What to do:
Answer with only the number of lines below where "Route" appears.
[[ Entries shown, beginning ]]
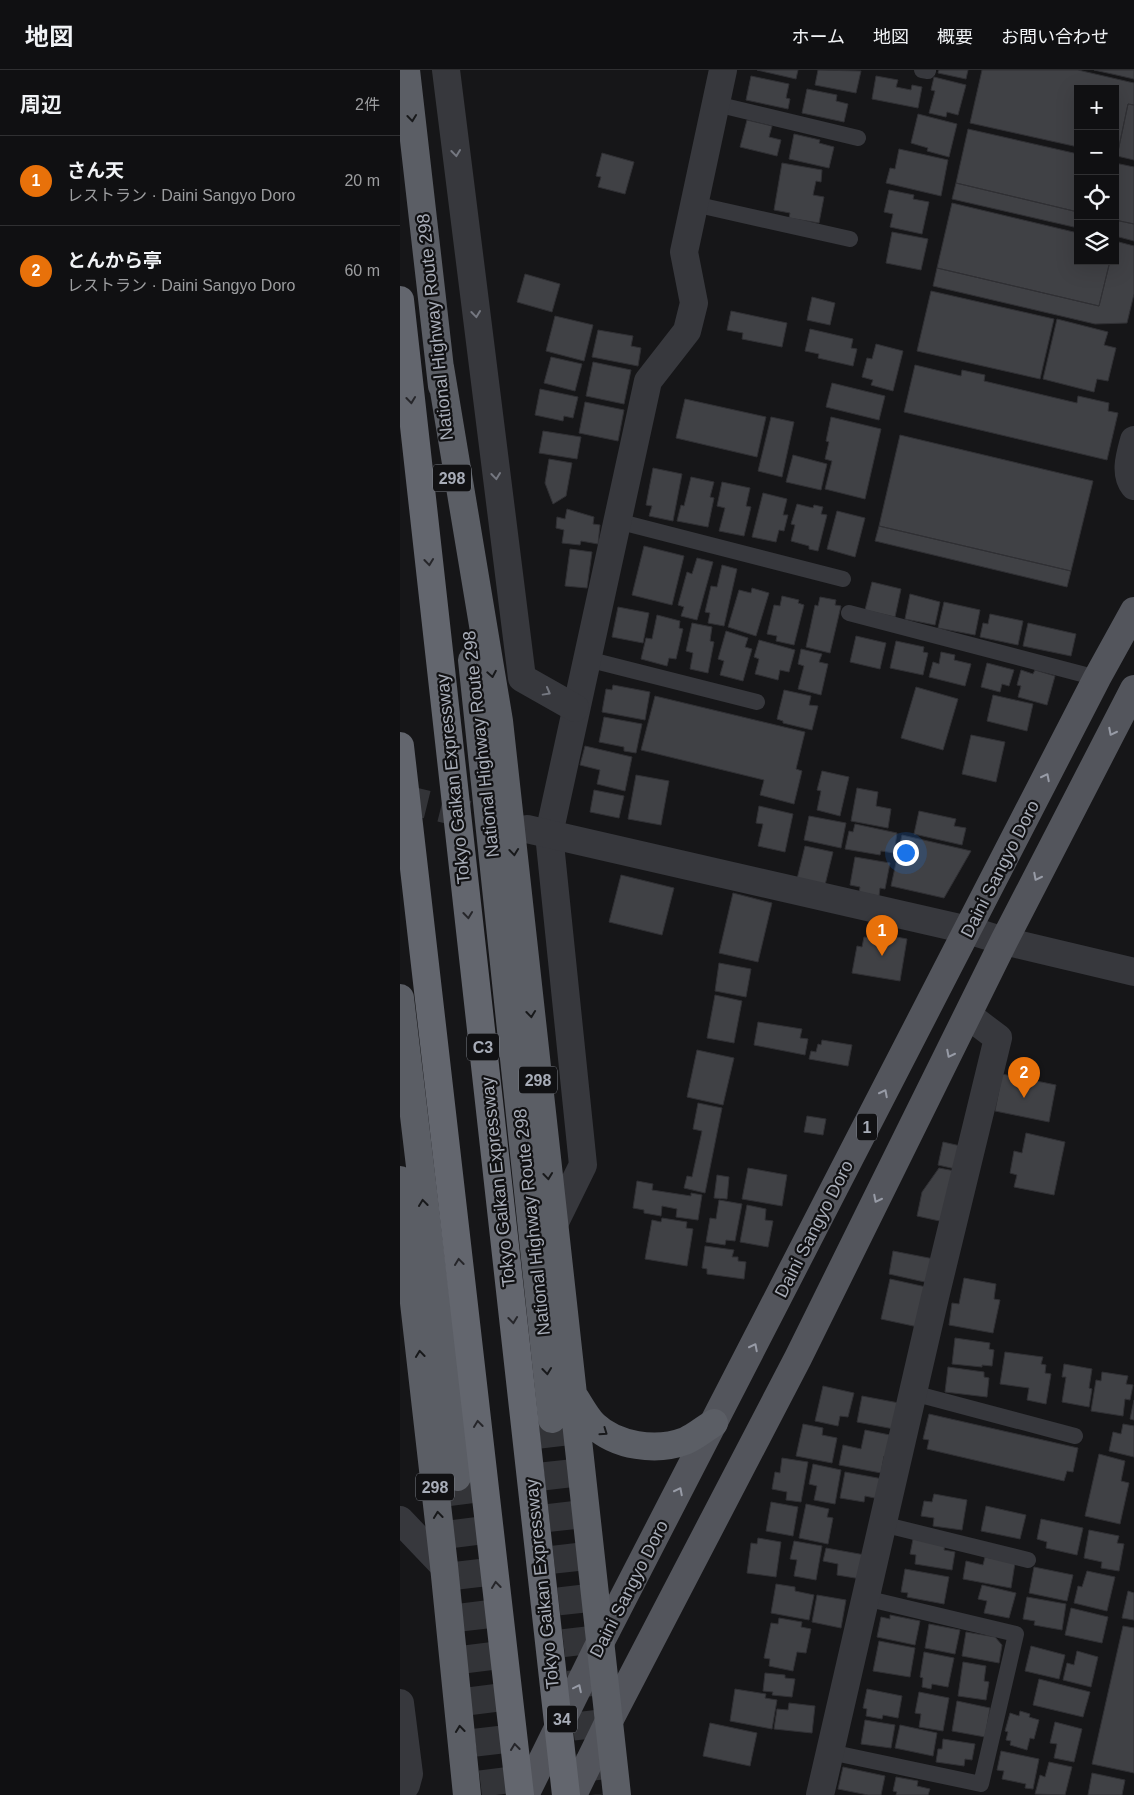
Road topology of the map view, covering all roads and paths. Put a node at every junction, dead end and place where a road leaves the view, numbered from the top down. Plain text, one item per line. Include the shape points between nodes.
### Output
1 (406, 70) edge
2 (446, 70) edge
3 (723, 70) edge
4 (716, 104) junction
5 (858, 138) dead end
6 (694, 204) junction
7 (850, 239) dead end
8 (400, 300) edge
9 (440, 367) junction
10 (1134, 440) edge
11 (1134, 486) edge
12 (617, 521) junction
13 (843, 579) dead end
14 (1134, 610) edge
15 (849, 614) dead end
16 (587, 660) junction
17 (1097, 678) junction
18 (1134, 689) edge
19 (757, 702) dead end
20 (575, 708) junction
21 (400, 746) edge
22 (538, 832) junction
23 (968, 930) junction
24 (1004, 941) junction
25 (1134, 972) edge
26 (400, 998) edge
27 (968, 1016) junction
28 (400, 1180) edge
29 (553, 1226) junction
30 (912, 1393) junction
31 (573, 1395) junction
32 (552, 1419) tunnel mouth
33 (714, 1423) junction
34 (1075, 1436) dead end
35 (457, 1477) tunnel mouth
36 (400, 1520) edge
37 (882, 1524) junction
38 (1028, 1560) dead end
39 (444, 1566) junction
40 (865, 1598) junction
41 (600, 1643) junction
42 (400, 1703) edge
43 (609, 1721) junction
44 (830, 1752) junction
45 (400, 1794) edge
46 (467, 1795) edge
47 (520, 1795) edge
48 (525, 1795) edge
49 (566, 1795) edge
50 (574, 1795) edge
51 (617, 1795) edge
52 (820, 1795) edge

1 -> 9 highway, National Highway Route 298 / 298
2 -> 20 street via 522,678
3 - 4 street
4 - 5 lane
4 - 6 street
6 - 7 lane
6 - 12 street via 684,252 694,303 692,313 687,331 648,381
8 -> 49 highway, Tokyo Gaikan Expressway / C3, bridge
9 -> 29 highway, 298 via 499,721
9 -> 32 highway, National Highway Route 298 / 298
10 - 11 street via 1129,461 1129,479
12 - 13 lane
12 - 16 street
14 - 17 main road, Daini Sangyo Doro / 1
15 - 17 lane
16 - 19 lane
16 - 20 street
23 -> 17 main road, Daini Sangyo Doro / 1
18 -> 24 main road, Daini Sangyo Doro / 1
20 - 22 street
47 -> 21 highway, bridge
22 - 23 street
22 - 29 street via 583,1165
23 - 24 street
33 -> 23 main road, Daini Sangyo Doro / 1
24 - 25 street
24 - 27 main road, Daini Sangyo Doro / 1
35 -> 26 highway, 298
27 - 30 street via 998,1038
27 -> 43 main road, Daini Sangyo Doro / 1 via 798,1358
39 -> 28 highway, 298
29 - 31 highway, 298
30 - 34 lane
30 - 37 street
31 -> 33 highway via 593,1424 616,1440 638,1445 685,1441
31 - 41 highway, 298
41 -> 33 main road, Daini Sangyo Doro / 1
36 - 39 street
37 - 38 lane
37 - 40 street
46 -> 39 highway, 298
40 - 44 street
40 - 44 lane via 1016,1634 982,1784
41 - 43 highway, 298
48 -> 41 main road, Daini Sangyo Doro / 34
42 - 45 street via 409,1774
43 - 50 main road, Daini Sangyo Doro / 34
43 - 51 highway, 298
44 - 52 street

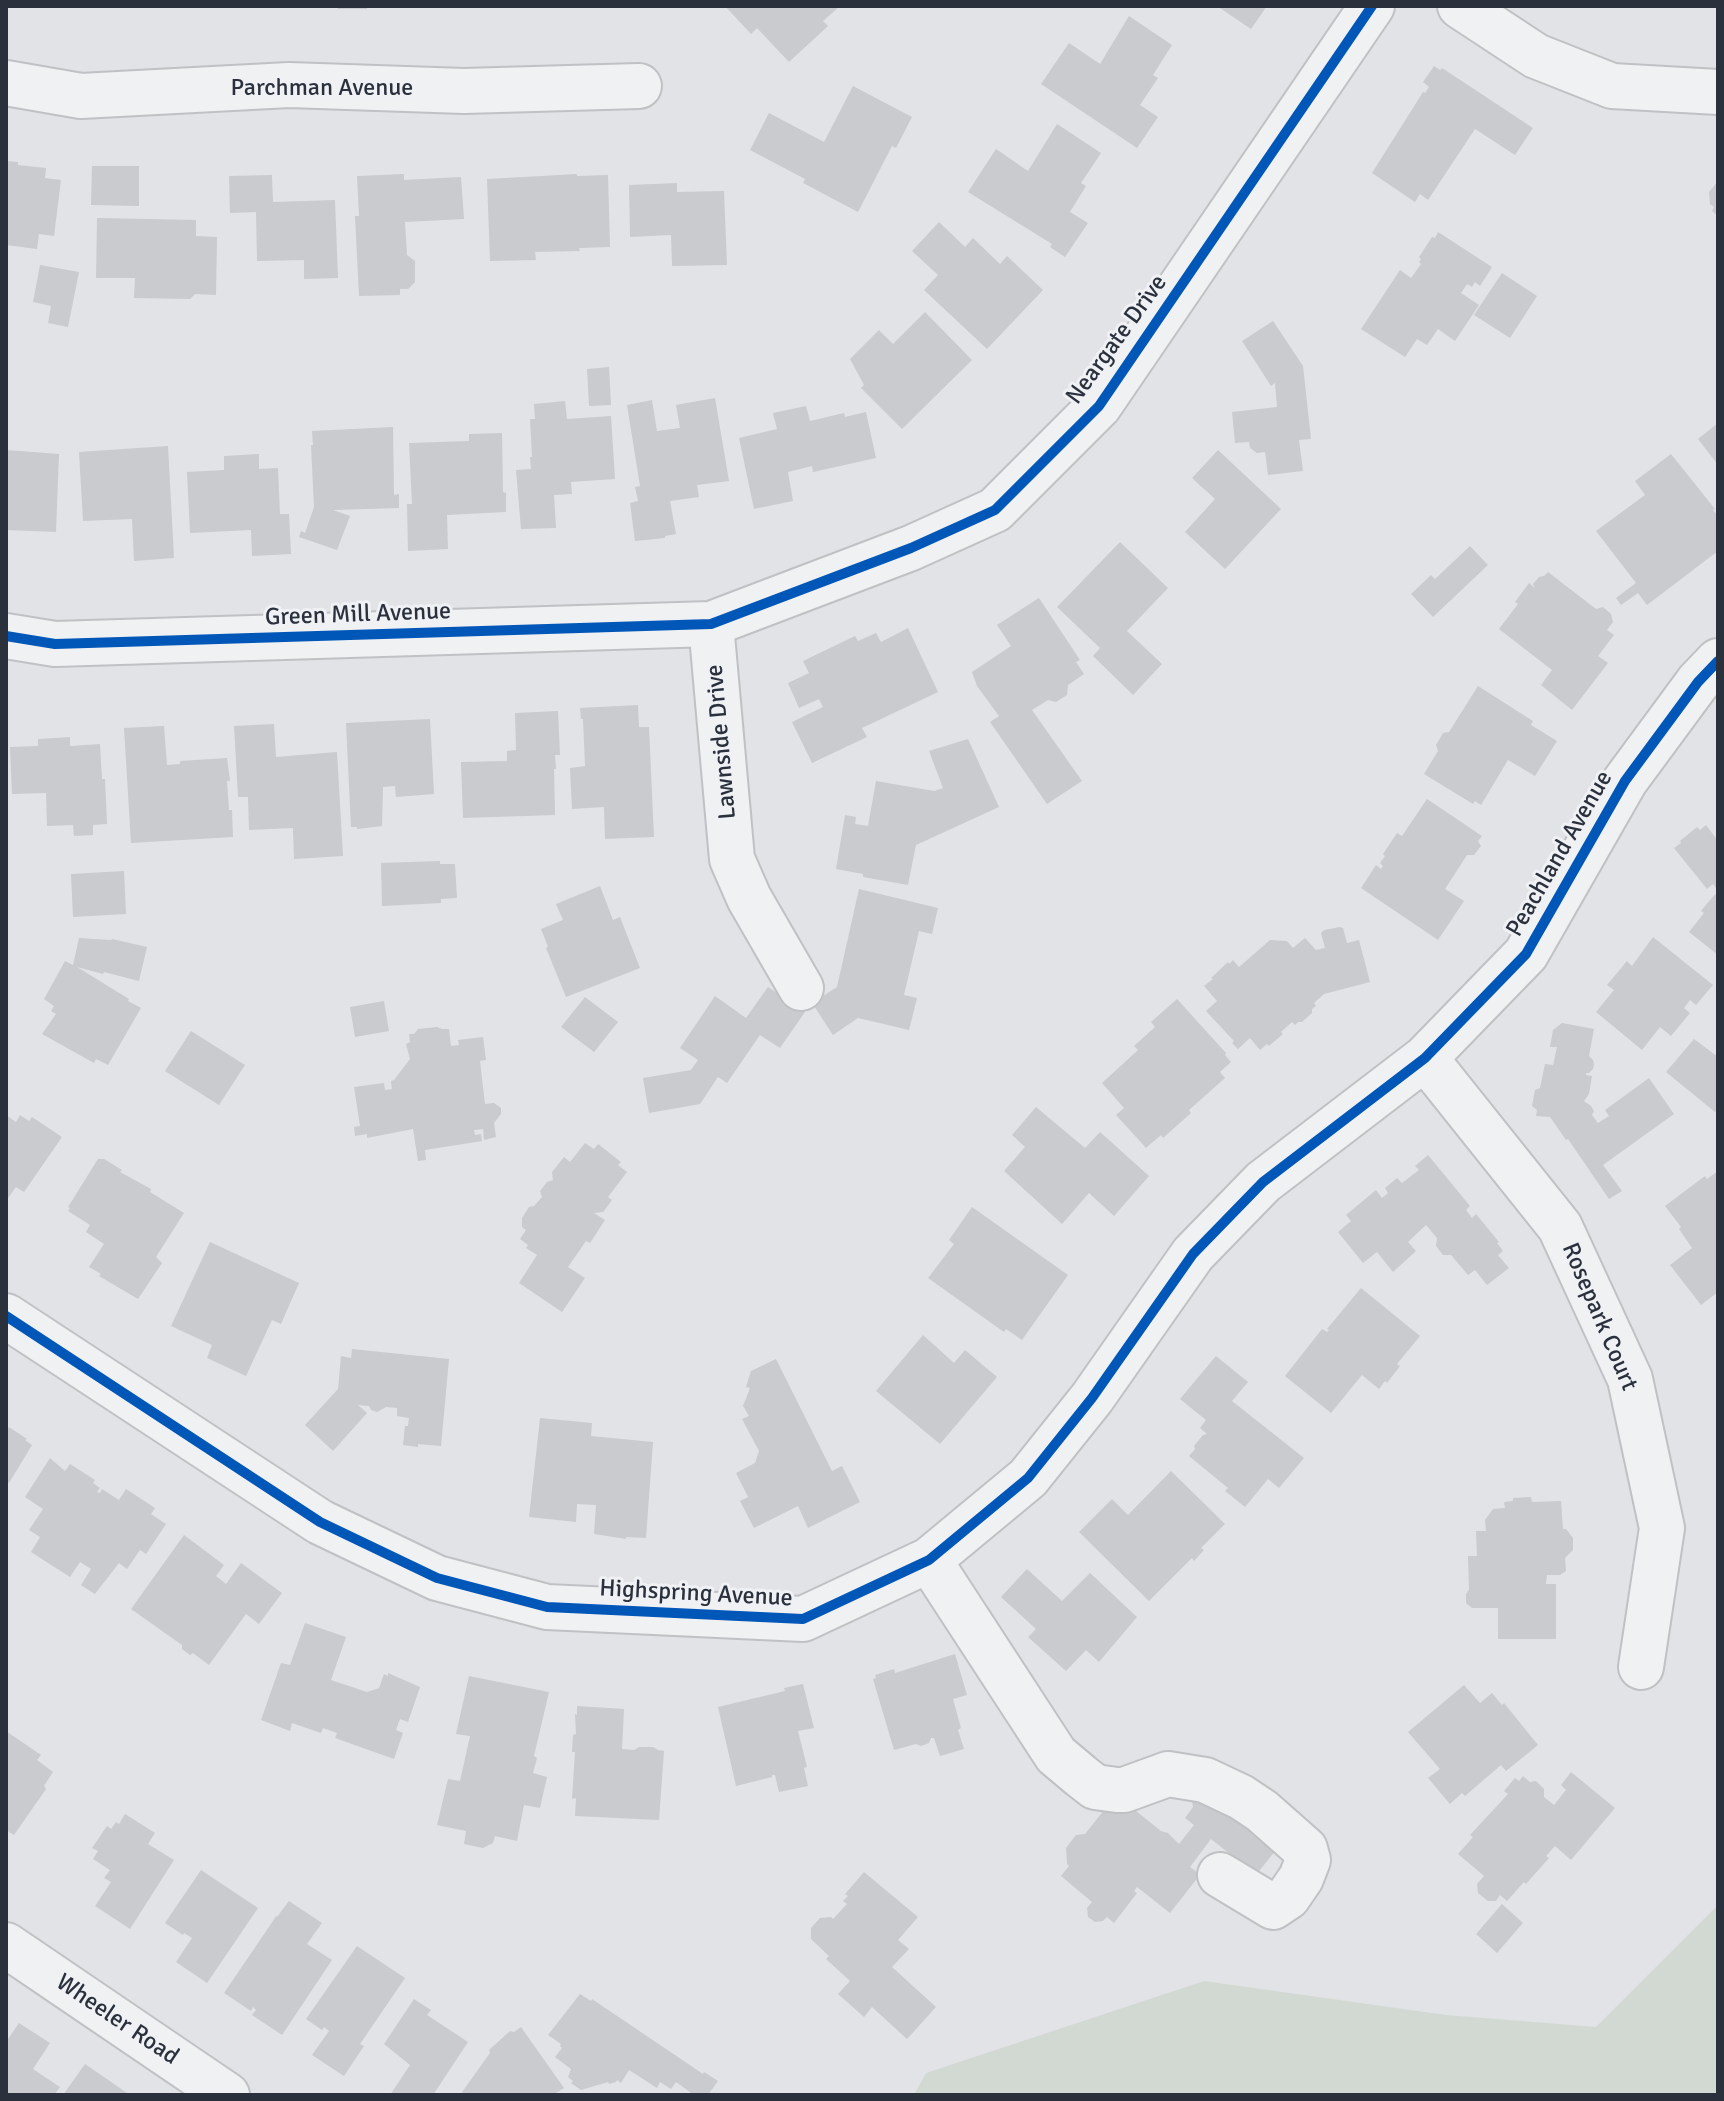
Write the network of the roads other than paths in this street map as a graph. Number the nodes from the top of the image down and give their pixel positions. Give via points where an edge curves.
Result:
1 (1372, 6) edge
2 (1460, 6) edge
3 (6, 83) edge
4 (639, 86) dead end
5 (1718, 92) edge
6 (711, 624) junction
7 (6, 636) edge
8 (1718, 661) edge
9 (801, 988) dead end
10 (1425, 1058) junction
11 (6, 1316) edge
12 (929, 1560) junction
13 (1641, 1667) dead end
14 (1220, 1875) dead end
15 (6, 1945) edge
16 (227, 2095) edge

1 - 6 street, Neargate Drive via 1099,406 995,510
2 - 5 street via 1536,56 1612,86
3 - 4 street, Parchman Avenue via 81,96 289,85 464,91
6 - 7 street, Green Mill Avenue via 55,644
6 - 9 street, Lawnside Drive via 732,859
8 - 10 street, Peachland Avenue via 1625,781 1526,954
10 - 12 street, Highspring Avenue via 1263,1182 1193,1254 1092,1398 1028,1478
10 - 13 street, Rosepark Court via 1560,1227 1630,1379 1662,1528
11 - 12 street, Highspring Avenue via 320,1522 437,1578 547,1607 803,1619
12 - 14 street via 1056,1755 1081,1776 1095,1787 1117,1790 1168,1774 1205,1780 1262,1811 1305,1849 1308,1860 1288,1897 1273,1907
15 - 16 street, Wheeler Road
[[ Entries shown, end ]]
Completed task:
2